Recién llegado de Europa, se encuentra en Lima un joven pintor trujillano que ya se destaca por sus innegables méritos entre la falange de soñadores americanos trasplantados a los grandes centros de arte. Se llama Macedonio de la Torre. Desciende de una familia tradicional. Quiso ser escultor y se trasladó a Dresde. Allí sus ensueños se volvieron hacia la pintura. Estudió, estudió mucho, en los museos y en la naturaleza. Se marchó a Italia. Siguió estudiando. Pasó a Francia. En París hizo la depuración de su bagaje. Y estudió más, más, más. Su capacidad de trabajo está a tono con su infatigable inquietud espiritual. Sabe Macedonio de la Torre que el camino del arte es áspero para la carne. Lo sabe por que así se lo hizo intuir la noble rectitud de su claro intelecto. Lo sabe también por experiencia propia. Pero no está dispuesto a hacerse atrás ni a quedarse en el camino. Tiene fe en los resultados de la voluntad y del fervor constantes.

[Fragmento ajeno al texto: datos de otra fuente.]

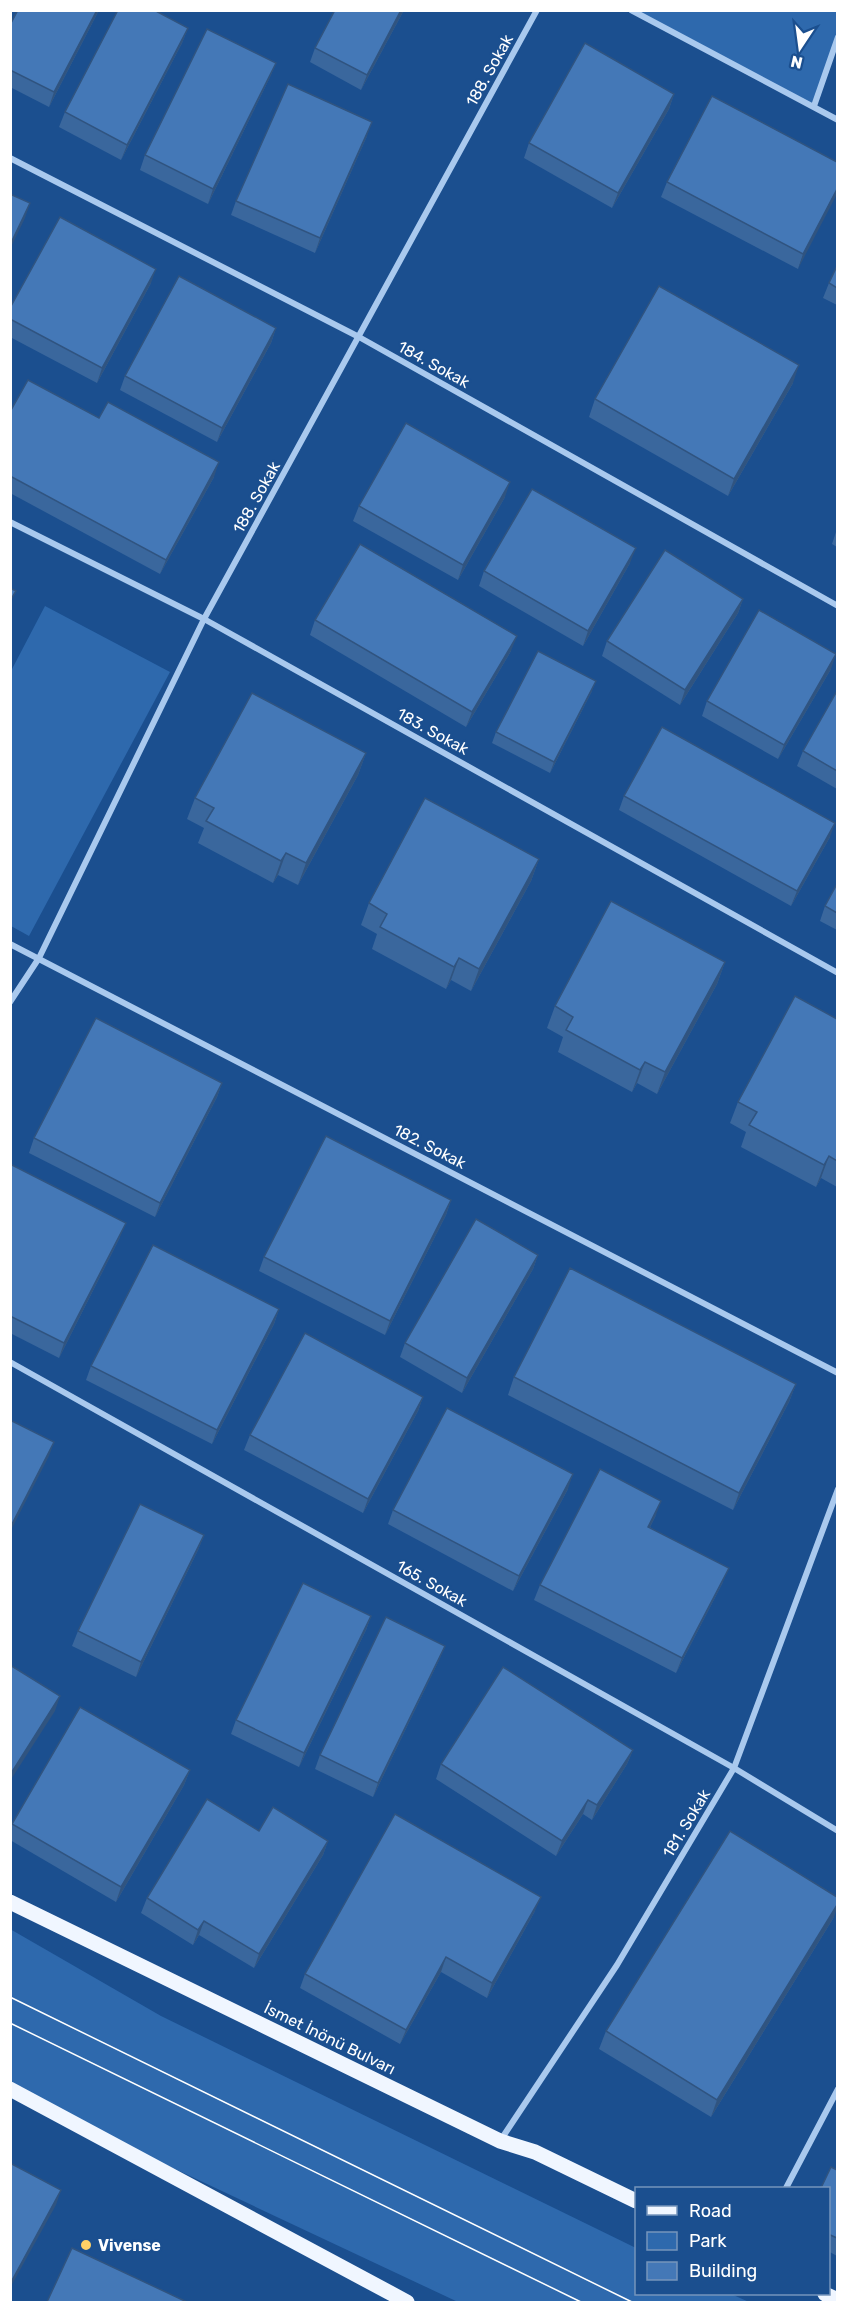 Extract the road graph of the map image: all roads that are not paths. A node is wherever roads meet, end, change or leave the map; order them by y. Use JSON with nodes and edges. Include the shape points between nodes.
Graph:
{"nodes":[{"id":1,"x":537,"y":10,"type":"edge"},
{"id":2,"x":631,"y":10,"type":"edge"},
{"id":3,"x":837,"y":37,"type":"edge"},
{"id":4,"x":814,"y":106,"type":"junction"},
{"id":5,"x":837,"y":120,"type":"edge"},
{"id":6,"x":10,"y":158,"type":"edge"},
{"id":7,"x":359,"y":337,"type":"junction"},
{"id":8,"x":10,"y":522,"type":"edge"},
{"id":9,"x":837,"y":606,"type":"edge"},
{"id":10,"x":204,"y":619,"type":"junction"},
{"id":11,"x":10,"y":944,"type":"edge"},
{"id":12,"x":39,"y":958,"type":"junction"},
{"id":13,"x":837,"y":973,"type":"edge"},
{"id":14,"x":10,"y":1002,"type":"edge"},
{"id":15,"x":10,"y":1362,"type":"edge"},
{"id":16,"x":837,"y":1373,"type":"edge"},
{"id":17,"x":837,"y":1489,"type":"edge"},
{"id":18,"x":734,"y":1768,"type":"junction"},
{"id":19,"x":837,"y":1831,"type":"edge"},
{"id":20,"x":10,"y":1902,"type":"edge"},
{"id":21,"x":10,"y":2089,"type":"edge"},
{"id":22,"x":837,"y":2089,"type":"edge"},
{"id":23,"x":500,"y":2141,"type":"junction"},
{"id":24,"x":787,"y":2187,"type":"edge"},
{"id":25,"x":635,"y":2201,"type":"edge"},
{"id":26,"x":407,"y":2302,"type":"edge"}],
"edges":[{"from":1,"to":7,"type":"street","name":"188. Sokak"},
{"from":2,"to":4,"type":"street"},
{"from":3,"to":4,"type":"street"},
{"from":4,"to":5,"type":"street"},
{"from":6,"to":7,"type":"street","name":"184. Sokak"},
{"from":7,"to":9,"type":"street","name":"184. Sokak"},
{"from":7,"to":10,"type":"street","name":"188. Sokak"},
{"from":8,"to":10,"type":"street","name":"183. Sokak"},
{"from":10,"to":12,"type":"street","name":"188. Sokak"},
{"from":10,"to":13,"type":"street","name":"183. Sokak"},
{"from":11,"to":12,"type":"street","name":"182. Sokak"},
{"from":12,"to":14,"type":"street","name":"188. Sokak"},
{"from":12,"to":16,"type":"street","name":"182. Sokak"},
{"from":15,"to":18,"type":"street","name":"165. Sokak"},
{"from":17,"to":18,"type":"street","name":"181. Sokak"},
{"from":18,"to":19,"type":"street","name":"165. Sokak"},
{"from":18,"to":23,"type":"street","name":"181. Sokak","via":[[617,1965]]},
{"from":20,"to":23,"type":"main road","name":"İsmet İnönü Bulvarı"},
{"from":21,"to":26,"type":"main road"},
{"from":22,"to":24,"type":"street"},
{"from":23,"to":25,"type":"main road","name":"İsmet İnönü Bulvarı","via":[[536,2152]]}]}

No ha venido con miras de exhibir. Lo han traído asuntos personales de otro orden; mas, como portara consigo algunas obras suyas, los que las vimos hemos procurado convencerlo de que debe darlas a conocer. El artista accedió a esas demandas y el público limeño podrá ver los cuadros de De la Torre, la semana entrante en los salones de la Academia Alzedo.
Emplea Macedonio de la Torre procedimientos y técnicas pictóricas de muy diversas clases. Todo lo ensaya, y, lo que es más raro, en todo está bien. Pero a mi modo de ver cuando más sobresale es al expresarse usando de los medios de los impresionistas. Esta tendencia la comprende él, en forma afín a la de Le Sinader. Su paleta más que de colorista propiamente dicho, es de luminista. Siente tanto el valor de la matización justa que bien se comprenden sus preferencias por París y los rincones apartados parisienses que sirven de temas para desarrollo sentidos de grises manejados con refinada sensibilidad.
Macedonio de la Torre será para el público una sorpresa gratísima. Él sale del marco corriente aquí. Despreocupado de todo lo que no fuera la formación de su propia personalidad artística, jamás buscó los éxitos que otros se preparan a base de reclame o de fútiles extravagancias. De la Torre es moderno, siente como moderno y dice como moderno, pero lidecto (sic) como es alma (sic) no incurre en la plebeya chocarrería de desconocer el valor de la obra acumulada por los siglos y sabe que nada hay totalmente nuevo bajo el sol. Su exposición debe de interesar a todos puesto que todos nos sentiremos satisfechos de saludar en el ocasional expositor a un artista de alto y grande talento, nacido en nuestro propio país.